Slip-Sliding the Frame: Programmed −1 Frameshifting on Eukaryotic Transcripts
The basic mechanisms of mRNA translation are ubiquitous among all organisms, in that the accurate decoding of triplet codon sequences programs serial amide linkages of amino acid residues by ribosomal complexes. In general, the fidelity of this process is dependent on both accurate recognition of mRNA codons by aminoacyl tRNAs and maintenance of the corresponding open reading frame. However, in a growing number of cases, deviations from this triplet codon rule are observed, indicating that the information content of an mRNA to encode protein may extend beyond its primary structure. These cases, collectively referred to as translational recoding (for review, seeGesteland and Atkins 1996), present exceptions to the venerable genetic code and are typically subdivided among three primary mechanisms: (1) frameshifting, in which translating ribosomes are induced to slide one nucleotide forward or backward at a distinct point in the transcript, with protein synthesis then continuing in the +1 or −1 reading frame, respectively; (2) alternative codon usage, where stop codons are not interpreted as sites of translational termination but, rather, encode an amino acid residue; and (3) translational bypassing, where the translational machinery traverses a gap in the mRNA coding sequence yet yields a single polypeptide chain.

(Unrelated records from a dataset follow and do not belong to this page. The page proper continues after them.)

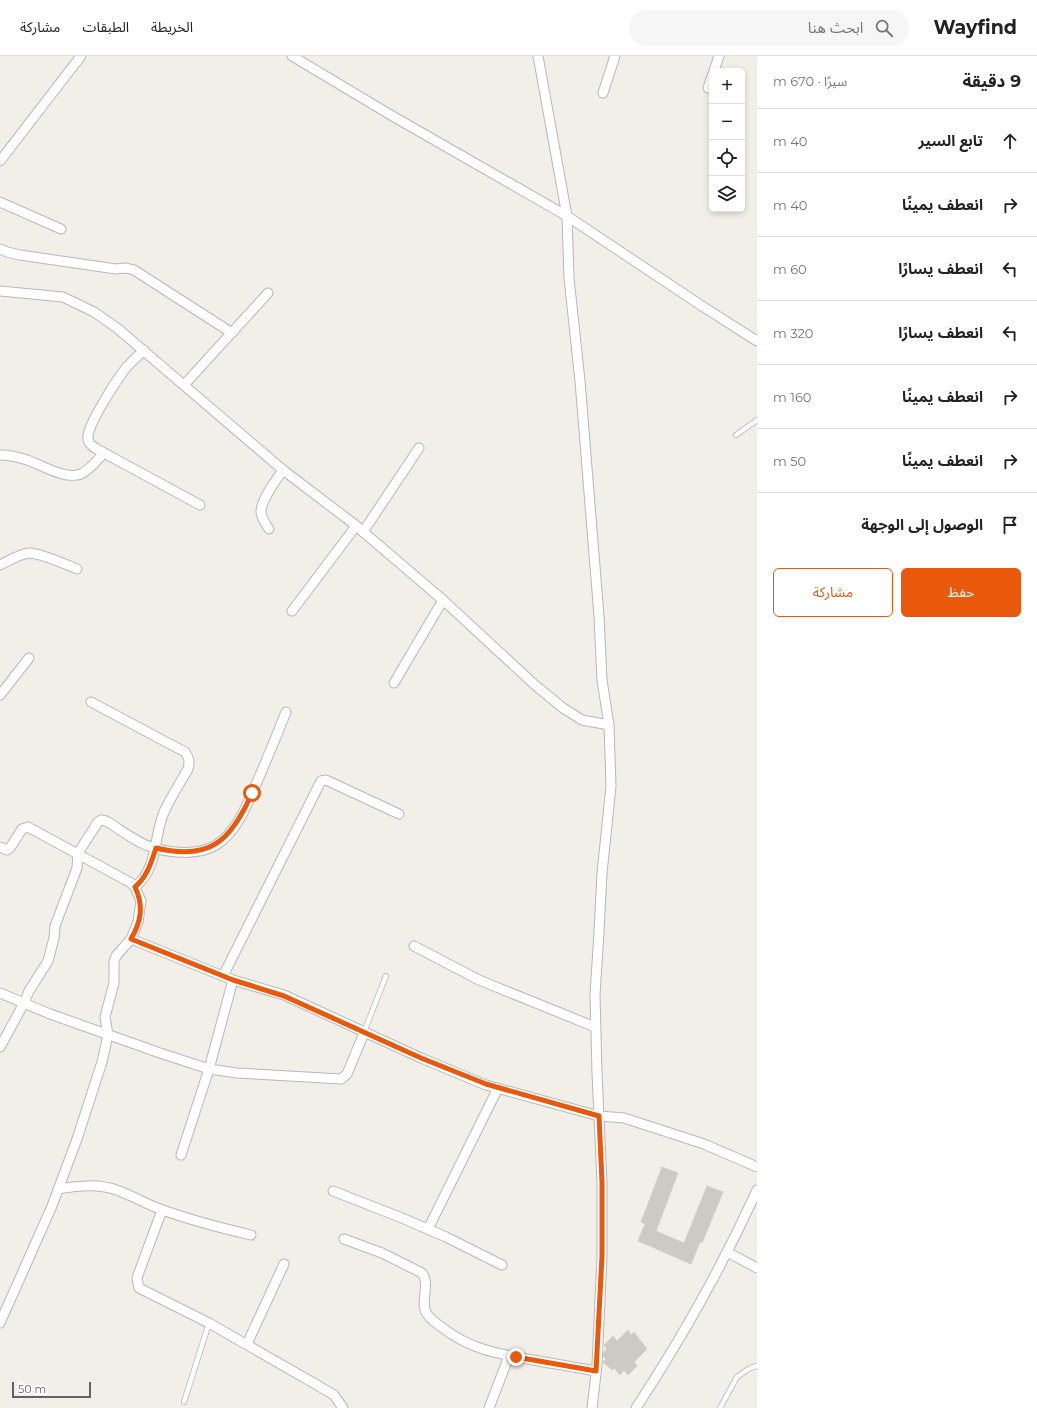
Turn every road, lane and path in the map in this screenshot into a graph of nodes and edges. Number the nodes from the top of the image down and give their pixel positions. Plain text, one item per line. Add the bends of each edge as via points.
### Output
1 (81, 56) edge
2 (292, 56) edge
3 (538, 56) edge
4 (615, 56) edge
5 (719, 56) edge
6 (715, 68) edge
7 (709, 85) edge
8 (708, 88) dead end
9 (603, 92) dead end
10 (0, 162) edge
11 (0, 202) edge
12 (567, 216) junction
13 (60, 229) dead end
14 (0, 249) edge
15 (0, 291) edge
16 (268, 293) dead end
17 (232, 333) junction
18 (757, 341) edge
19 (144, 350) junction
20 (184, 385) junction
21 (757, 420) edge
22 (736, 435) dead end
23 (419, 448) dead end
24 (104, 453) junction
25 (0, 455) edge
26 (283, 470) junction
27 (200, 505) dead end
28 (269, 528) dead end
29 (359, 529) junction
30 (0, 565) edge
31 (77, 569) dead end
32 (443, 600) junction
33 (292, 611) dead end
34 (29, 658) dead end
35 (394, 683) dead end
36 (0, 695) edge
37 (91, 702) dead end
38 (286, 712) dead end
39 (609, 725) junction
40 (399, 814) dead end
41 (0, 847) edge
42 (156, 848) junction
43 (78, 854) junction
44 (135, 887) junction
45 (131, 939) junction
46 (414, 946) dead end
47 (223, 976) junction
48 (386, 976) dead end
49 (233, 980) junction
50 (0, 993) edge
51 (24, 1004) junction
52 (595, 1027) junction
53 (364, 1033) junction
54 (108, 1035) junction
55 (0, 1047) edge
56 (209, 1069) junction
57 (498, 1088) junction
58 (599, 1116) junction
59 (181, 1155) dead end
60 (757, 1166) edge
61 (58, 1189) junction
62 (333, 1191) dead end
63 (756, 1196) edge
64 (162, 1210) junction
65 (428, 1229) junction
66 (251, 1235) dead end
67 (344, 1239) dead end
68 (727, 1252) junction
69 (284, 1264) dead end
70 (502, 1265) dead end
71 (757, 1268) edge
72 (209, 1322) junction
73 (0, 1323) edge
74 (247, 1344) junction
75 (509, 1356) junction
76 (757, 1366) edge
77 (596, 1371) junction
78 (184, 1402) dead end
79 (343, 1408) edge
80 (489, 1408) edge
81 (592, 1408) edge
82 (636, 1408) edge
83 (720, 1408) edge

1 - 10 street
2 - 12 street
3 - 12 street
4 - 9 street
5 - 6 street
7 - 8 street
11 - 13 street
12 - 18 street
12 - 39 street via 569,278 599,616 602,680
14 - 17 street via 20,255 134,270
15 - 19 street via 63,297 94,312
16 - 17 street
17 - 20 street
19 - 20 street
19 - 24 street via 127,367 90,428 90,444
20 - 26 street
21 - 22 lane
23 - 29 street
24 - 25 street via 84,472 72,475 52,471 15,456
24 - 27 street
26 - 28 street via 262,506 262,518
26 - 29 street
29 - 32 street
29 - 33 street
30 - 31 street via 30,553
32 - 35 street
32 - 39 street via 563,708 582,720
34 - 36 street
37 - 42 street via 185,752 188,756 188,769 161,819
38 - 42 street via 245,810 236,826 223,840 194,851 173,852
39 - 52 street via 611,786 602,873 594,995
40 - 47 street via 326,780 321,781
41 - 43 street via 7,850 10,848 22,829 28,827
42 - 43 street via 142,844 101,820
42 - 44 street via 146,875
43 - 44 street
43 - 51 street via 77,868 55,926 49,957
44 - 45 street via 141,901 138,922
45 - 47 street
45 - 54 street via 114,962 114,982 105,1017
46 - 52 street via 479,980
47 - 49 street
48 - 53 lane
49 - 53 street via 284,996
49 - 56 street
50 - 51 street
51 - 54 street
51 - 55 street
52 - 58 street
53 - 56 street via 347,1074 341,1079
53 - 57 street
54 - 56 street
54 - 61 street via 82,1125
56 - 59 street
57 - 58 street
57 - 65 street
58 - 60 street via 624,1118 671,1132
58 - 77 street via 602,1256
61 - 64 street via 98,1186 117,1190
61 - 73 street
62 - 65 street
63 - 68 street
64 - 66 street
64 - 72 street via 138,1275 137,1285 141,1290
65 - 70 street
67 - 75 street via 382,1253 422,1273 426,1284 425,1306 428,1316 469,1345
68 - 71 street
68 - 82 street via 674,1349
69 - 74 street
72 - 74 street
72 - 78 lane
74 - 79 street via 334,1395
75 - 77 street
75 - 80 street
76 - 83 lane via 737,1377
77 - 81 street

Programmed −1 ribosomal frameshift signals are among the most extensively characterized of these translational recoding phenomena (for review, see Brierly 1995; Dinman 1995; Farabaugh 1996). Although current examples are largely limited to viral systems, some bacterial −1 frameshifting events have also been documented (Blinkowa and Walker 1990; Tsuchihashi and Brown 1992; Chandler and Fayet 1993;Engelberg-Kulka and Schoulaker-Schwarz 1994). At present, no examples of eukaryotic mRNAs exhibiting −1 frameshift activity have been reported. However, a number of viruses infecting eukaryotic cells utilize programmed −1 ribosomal frameshifts, demonstrating that thecis elements involved in the frameshifting process are operational in eukaryotes. In viral systems, the efficiency of frameshifting is an essential determinant of the stoichiometry of synthesized viral protein products, which must be rigidly maintained for efficient propagation of the virus (Brierly 1995 and references therein; Dinman and Wickner 1995).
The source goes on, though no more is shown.